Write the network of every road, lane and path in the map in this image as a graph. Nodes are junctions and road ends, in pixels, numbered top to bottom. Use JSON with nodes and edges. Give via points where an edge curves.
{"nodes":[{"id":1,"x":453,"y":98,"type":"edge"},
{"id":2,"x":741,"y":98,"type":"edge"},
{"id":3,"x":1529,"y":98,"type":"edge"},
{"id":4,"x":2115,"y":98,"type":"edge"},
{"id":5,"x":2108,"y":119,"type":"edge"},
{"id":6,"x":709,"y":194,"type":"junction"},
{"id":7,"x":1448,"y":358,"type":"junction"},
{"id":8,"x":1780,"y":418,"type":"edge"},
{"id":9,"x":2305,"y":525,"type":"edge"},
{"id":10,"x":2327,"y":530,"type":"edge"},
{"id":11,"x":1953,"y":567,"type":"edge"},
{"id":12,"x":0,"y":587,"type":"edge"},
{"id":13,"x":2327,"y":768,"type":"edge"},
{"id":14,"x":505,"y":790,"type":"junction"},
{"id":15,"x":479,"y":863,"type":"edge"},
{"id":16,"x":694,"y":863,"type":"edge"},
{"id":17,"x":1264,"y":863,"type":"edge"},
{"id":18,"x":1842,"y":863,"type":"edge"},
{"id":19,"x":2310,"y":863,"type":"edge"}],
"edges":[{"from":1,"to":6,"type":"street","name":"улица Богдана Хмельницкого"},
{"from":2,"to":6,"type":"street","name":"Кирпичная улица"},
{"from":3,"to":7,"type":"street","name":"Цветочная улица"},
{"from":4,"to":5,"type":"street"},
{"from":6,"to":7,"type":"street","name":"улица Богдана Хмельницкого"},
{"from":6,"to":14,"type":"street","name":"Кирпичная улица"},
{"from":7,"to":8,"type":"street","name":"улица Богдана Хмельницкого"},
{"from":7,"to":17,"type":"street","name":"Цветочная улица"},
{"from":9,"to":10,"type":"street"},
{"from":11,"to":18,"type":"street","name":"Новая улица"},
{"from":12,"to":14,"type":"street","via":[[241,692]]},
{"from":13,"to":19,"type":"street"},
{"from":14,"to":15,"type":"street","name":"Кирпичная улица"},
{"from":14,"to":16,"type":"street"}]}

○ ○ ○ ○ ○

Filter the records for the string "nodes" and copy every line that holds it.

Write the network of every road, lane and path in the map in this image as a graph. Nodes are junctions and road ends, in pixels, numbered top to bottom. Use JSON with nodes and edges. Give via points where an edge curves.
{"nodes":[{"id":1,"x":453,"y":98,"type":"edge"},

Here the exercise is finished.